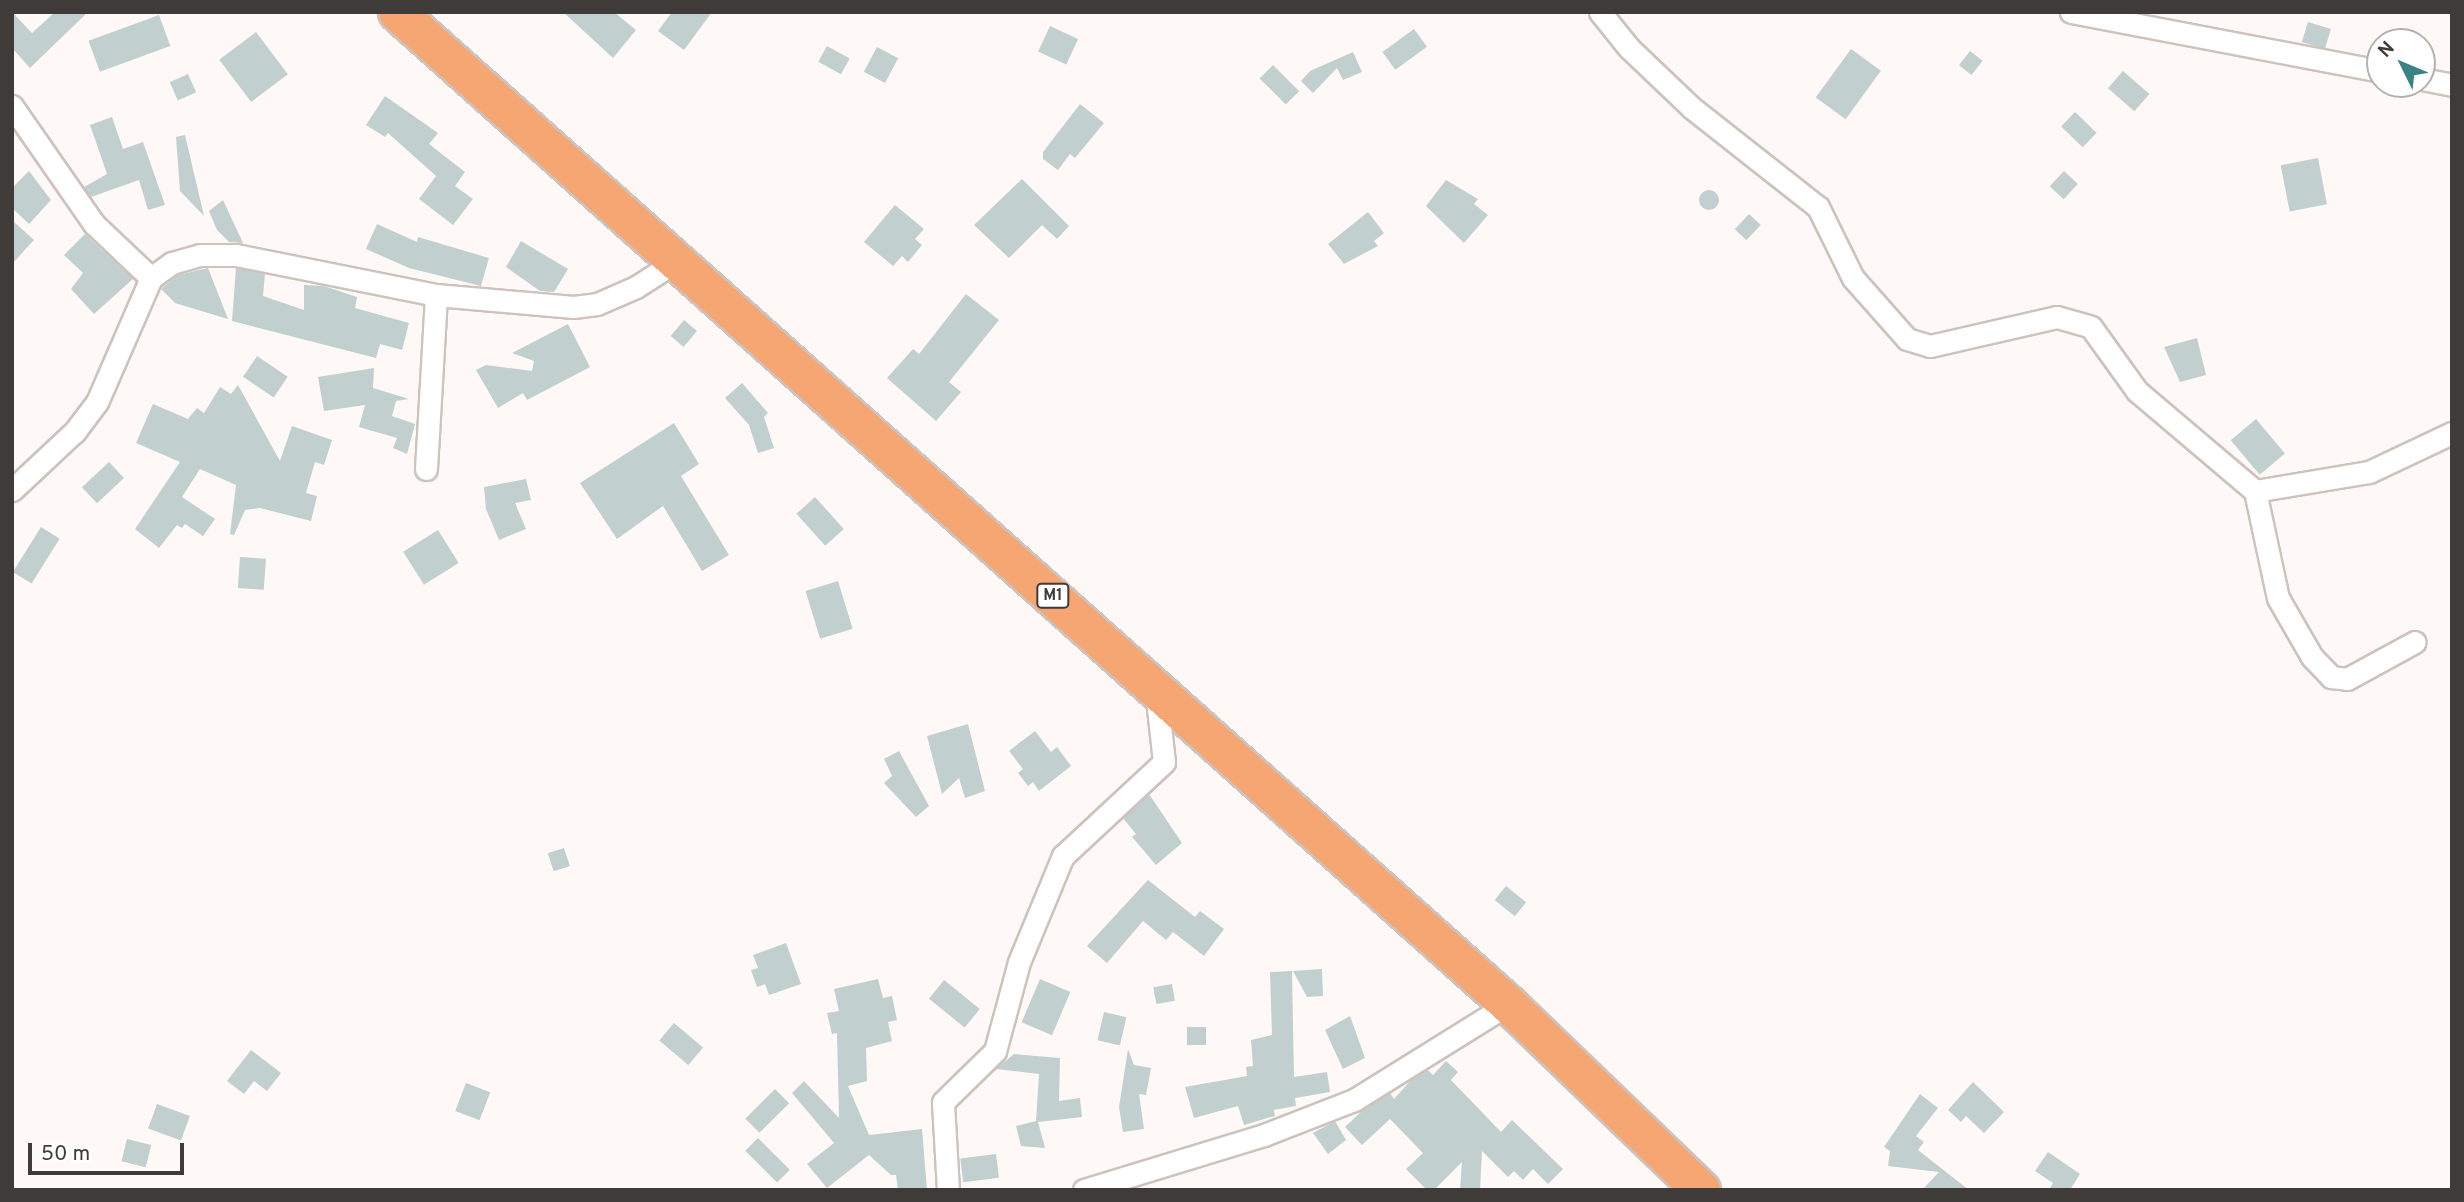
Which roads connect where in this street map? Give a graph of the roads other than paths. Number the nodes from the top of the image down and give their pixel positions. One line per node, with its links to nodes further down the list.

---

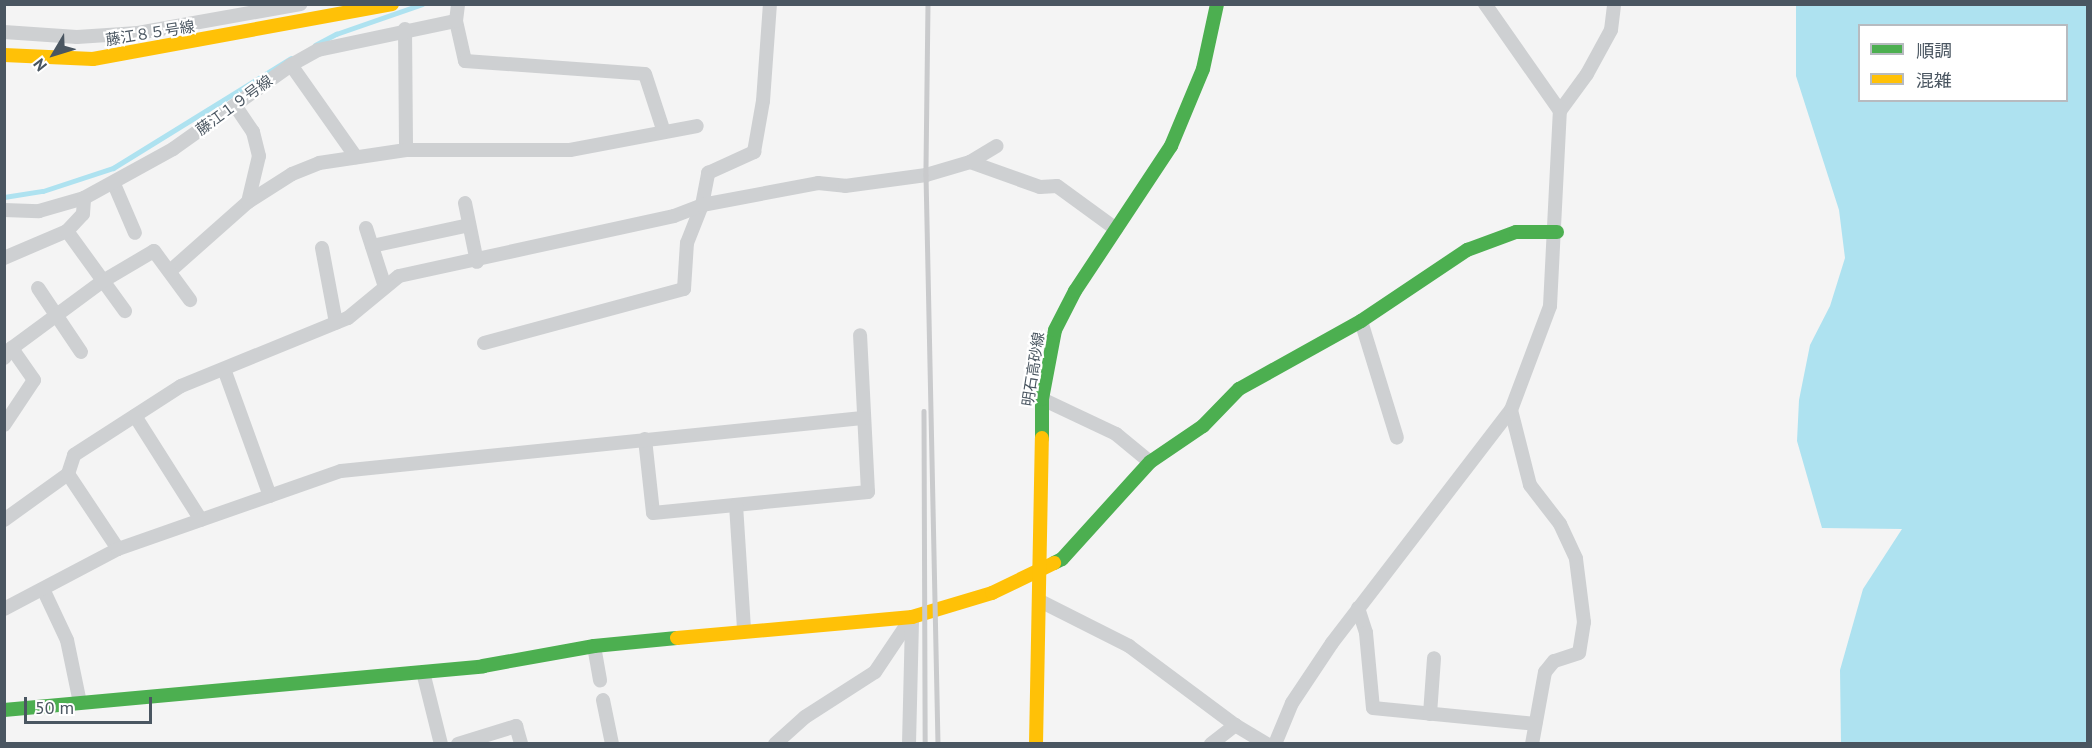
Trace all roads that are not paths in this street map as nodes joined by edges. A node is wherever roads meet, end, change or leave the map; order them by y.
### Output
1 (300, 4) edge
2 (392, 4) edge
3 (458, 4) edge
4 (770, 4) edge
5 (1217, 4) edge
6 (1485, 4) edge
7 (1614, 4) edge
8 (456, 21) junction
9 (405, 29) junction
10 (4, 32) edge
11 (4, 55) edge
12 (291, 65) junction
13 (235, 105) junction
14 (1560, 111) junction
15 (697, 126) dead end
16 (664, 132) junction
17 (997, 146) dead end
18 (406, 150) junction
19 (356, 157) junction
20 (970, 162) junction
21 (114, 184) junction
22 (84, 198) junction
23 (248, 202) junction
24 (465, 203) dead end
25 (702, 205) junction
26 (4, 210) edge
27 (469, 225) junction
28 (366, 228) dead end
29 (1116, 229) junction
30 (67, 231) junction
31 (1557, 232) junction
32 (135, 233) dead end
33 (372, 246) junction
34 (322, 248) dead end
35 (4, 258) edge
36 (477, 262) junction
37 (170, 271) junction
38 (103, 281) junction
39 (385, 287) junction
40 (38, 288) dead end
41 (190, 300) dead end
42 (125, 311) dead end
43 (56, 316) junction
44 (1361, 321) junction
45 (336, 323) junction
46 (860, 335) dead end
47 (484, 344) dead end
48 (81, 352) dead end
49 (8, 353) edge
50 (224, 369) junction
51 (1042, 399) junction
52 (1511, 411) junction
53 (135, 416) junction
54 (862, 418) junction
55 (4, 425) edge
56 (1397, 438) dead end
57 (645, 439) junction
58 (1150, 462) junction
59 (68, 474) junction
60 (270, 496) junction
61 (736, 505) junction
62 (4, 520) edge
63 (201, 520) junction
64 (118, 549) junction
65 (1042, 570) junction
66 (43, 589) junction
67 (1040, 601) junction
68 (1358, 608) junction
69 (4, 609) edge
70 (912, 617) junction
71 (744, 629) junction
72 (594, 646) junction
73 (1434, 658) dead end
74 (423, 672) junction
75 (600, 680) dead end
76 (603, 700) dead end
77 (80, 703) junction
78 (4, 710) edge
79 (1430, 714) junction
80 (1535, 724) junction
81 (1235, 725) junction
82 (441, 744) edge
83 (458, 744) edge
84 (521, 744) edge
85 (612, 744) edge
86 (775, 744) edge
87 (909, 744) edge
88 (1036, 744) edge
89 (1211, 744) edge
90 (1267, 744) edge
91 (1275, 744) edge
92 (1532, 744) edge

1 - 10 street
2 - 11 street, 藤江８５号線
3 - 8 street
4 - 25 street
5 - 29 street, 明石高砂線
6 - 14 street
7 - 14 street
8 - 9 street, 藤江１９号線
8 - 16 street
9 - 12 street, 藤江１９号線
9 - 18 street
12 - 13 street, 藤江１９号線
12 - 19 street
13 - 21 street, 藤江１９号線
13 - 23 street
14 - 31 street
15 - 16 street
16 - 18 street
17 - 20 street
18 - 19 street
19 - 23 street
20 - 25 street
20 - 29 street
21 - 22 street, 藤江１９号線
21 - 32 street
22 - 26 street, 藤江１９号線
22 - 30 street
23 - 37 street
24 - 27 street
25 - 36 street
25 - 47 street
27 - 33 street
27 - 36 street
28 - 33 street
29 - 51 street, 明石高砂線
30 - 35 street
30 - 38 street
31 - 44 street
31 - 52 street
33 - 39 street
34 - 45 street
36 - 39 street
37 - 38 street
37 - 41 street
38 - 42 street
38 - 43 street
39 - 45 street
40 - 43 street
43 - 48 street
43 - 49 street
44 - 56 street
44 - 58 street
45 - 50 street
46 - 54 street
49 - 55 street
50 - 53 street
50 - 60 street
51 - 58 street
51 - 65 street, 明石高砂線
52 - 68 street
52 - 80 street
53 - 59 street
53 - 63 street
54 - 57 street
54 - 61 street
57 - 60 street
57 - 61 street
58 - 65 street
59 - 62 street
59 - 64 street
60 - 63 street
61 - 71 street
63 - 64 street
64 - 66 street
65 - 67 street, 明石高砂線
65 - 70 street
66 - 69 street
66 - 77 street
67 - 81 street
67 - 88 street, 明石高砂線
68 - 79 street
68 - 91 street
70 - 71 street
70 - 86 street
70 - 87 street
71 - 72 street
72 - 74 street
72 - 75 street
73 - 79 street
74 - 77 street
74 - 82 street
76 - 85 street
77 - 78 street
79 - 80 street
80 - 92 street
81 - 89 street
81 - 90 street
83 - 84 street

* * *

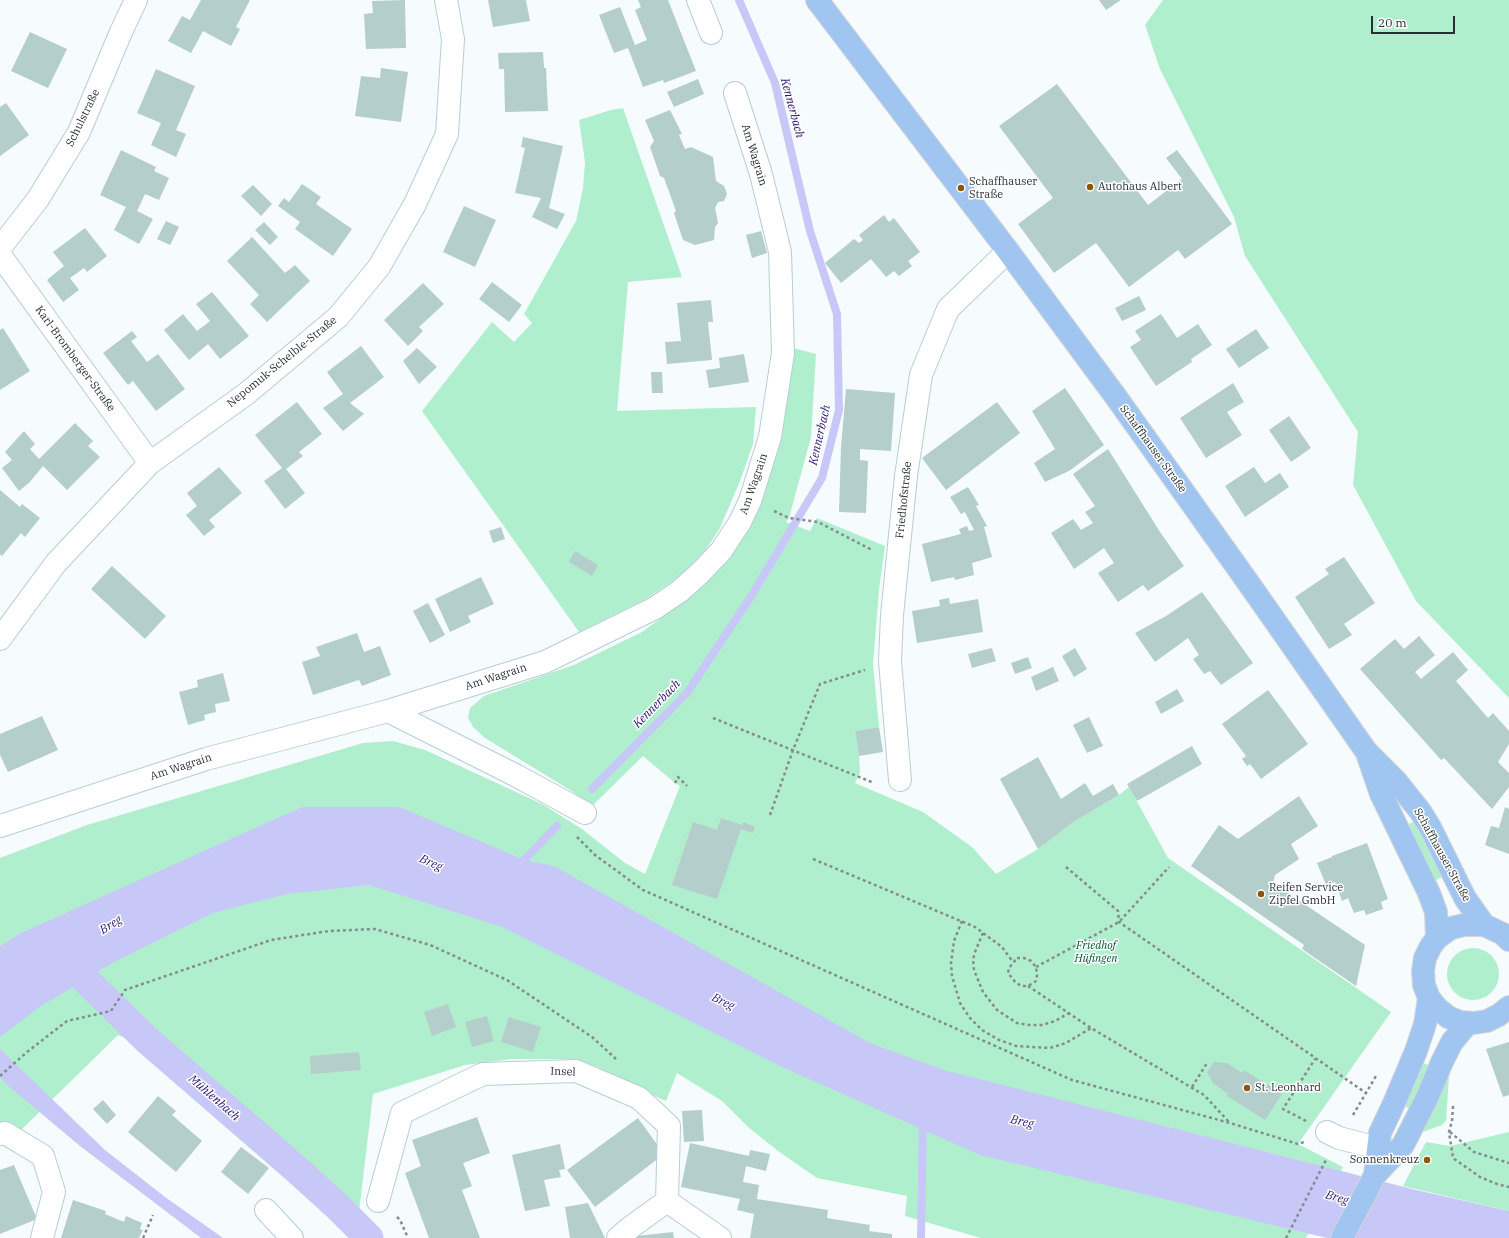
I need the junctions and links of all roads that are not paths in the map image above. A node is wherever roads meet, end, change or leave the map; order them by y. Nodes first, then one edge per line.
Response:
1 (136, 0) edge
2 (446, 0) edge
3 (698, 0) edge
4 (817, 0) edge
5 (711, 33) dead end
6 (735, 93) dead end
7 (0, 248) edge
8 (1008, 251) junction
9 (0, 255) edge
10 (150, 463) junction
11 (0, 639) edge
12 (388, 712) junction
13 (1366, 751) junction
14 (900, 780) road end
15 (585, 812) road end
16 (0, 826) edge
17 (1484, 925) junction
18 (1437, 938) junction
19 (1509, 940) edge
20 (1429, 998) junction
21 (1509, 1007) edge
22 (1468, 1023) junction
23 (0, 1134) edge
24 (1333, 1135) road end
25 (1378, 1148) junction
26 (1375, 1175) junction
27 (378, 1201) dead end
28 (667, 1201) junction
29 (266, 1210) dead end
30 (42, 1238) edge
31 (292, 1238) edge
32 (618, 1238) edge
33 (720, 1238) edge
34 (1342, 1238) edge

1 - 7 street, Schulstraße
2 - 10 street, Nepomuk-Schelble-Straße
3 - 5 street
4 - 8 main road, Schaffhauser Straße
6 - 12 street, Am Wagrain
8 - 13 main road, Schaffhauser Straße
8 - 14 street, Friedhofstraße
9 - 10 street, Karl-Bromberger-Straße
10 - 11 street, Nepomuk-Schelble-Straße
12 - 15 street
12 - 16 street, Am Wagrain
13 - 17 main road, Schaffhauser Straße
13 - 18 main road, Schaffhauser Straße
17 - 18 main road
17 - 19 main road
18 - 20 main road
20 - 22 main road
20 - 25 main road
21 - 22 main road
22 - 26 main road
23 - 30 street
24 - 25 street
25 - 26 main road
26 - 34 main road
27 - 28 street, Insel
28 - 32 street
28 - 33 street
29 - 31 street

— Required work —
Look through the entries for lines containing the word "change" and return each one.

— Answer section —
Trace all roads that are not paths in this street map as nodes joined by edges. A node is wherever roads meet, end, change or leave the map; order them by y.
I need the junctions and links of all roads that are not paths in the map image above. A node is wherever roads meet, end, change or leave the map; order them by y. Nodes first, then one edge per line.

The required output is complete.